SAMPLE LETTER TO HEALTH PLANS
Click below to download this letter and modify it for use in your practice.
Re: Preventive and problem-oriented evaluation and management (E/M) visits
Dear [Health Plan Executive],
I am writing to ask that [Health Plan Name] follow the use of CPT as published by the American Medical Association. In particular, the intent of this letter is to focus on the inappropriate bundling of a preventive medicine service and a problem-oriented E/M service on the same date of service.
CPT is very clear on this point. In the guidelines preceding the Preventive Medicine Services codes, CPT states:
“If an abnormality/ies is encountered or a pre-existing problem is addressed in the process of performing this preventive medicine evaluation and management service, and if the problem/abnormality is significant enough to require additional work to perform the key components of a problem-oriented E/M service, then the appropriate office/outpatient code 99201–99215 should also be reported. Modifier -25 should be added to the office/outpatient code to indicate that a significant, separately identifiable evaluation and management service was provided by the same physician on the same day as the preventive medicine service. The appropriate preventive medicine service is additionally reported.”
Some payers argue that if they were to follow these CPT guidelines physicians would game the system and would more often than not find a medical problem that would enable them to bill for both services.
In fact, the primary motivation of many physicians in this situation is to avoid inconveniencing patients who present with acute problems at a preventive care visit. Rather than asking them to return on another date to divide the services, most perform both, submit a claim for both, and, when payment for the second service is denied, write it off, since physicians are usually prohibited under contract from balance billing the patient. From my perspective, this is an unfair business practice amounting to your members receiving free care.
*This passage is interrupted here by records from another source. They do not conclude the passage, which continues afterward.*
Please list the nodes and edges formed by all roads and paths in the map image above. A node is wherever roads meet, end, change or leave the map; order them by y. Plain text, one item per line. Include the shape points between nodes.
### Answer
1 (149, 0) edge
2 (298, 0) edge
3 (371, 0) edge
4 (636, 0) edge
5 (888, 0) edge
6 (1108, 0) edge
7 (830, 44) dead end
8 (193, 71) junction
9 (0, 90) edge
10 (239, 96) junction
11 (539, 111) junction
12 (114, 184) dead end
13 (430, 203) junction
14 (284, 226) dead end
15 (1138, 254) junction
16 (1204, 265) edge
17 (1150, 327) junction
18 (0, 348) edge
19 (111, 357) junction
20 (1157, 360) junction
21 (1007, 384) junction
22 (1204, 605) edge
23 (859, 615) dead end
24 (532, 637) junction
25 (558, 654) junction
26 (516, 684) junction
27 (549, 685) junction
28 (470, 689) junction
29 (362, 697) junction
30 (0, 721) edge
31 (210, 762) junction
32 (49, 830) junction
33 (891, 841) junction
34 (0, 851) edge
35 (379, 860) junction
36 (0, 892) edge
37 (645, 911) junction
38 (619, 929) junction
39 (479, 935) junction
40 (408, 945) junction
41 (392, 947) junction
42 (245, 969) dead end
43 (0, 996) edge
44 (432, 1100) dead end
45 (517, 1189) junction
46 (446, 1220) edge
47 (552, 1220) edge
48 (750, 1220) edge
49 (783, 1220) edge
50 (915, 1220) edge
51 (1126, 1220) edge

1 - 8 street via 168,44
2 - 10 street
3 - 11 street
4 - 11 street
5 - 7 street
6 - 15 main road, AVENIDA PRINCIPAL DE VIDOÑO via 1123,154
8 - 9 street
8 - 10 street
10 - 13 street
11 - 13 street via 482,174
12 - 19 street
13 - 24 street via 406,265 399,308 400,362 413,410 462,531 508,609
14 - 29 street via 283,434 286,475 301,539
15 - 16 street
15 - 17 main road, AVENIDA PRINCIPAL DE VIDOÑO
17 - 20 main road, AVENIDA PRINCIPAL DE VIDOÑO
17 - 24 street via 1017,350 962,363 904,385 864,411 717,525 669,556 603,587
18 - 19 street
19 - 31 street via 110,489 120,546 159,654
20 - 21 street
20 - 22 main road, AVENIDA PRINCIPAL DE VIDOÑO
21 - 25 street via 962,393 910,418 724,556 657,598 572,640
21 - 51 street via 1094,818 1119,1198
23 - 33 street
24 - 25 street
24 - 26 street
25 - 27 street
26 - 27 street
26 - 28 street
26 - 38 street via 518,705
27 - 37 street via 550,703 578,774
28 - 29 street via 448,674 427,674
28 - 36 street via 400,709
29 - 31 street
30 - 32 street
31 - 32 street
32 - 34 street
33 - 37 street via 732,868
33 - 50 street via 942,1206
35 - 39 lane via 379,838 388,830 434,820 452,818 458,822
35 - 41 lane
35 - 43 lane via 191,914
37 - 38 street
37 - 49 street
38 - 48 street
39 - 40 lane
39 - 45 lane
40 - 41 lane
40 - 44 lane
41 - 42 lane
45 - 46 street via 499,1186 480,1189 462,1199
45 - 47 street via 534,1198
To get paid for both services, physicians must ask patients to return for a second appointment. This inconveniences the patient and leads to fragmentation of care. To the extent that this forces a patient to need more time away from work, it also leads to lower productivity for the employer with whom you contract. In addition, it produces another claim that your company must process, which adds to your administrative expenses.
Aetna changed its payment policy effective February 2006 to allow for payment of two E/M codes on the same date of service. I ask you to do the same. This issue has existed unnecessarily for far too long, to the disadvantage of both physicians and patients.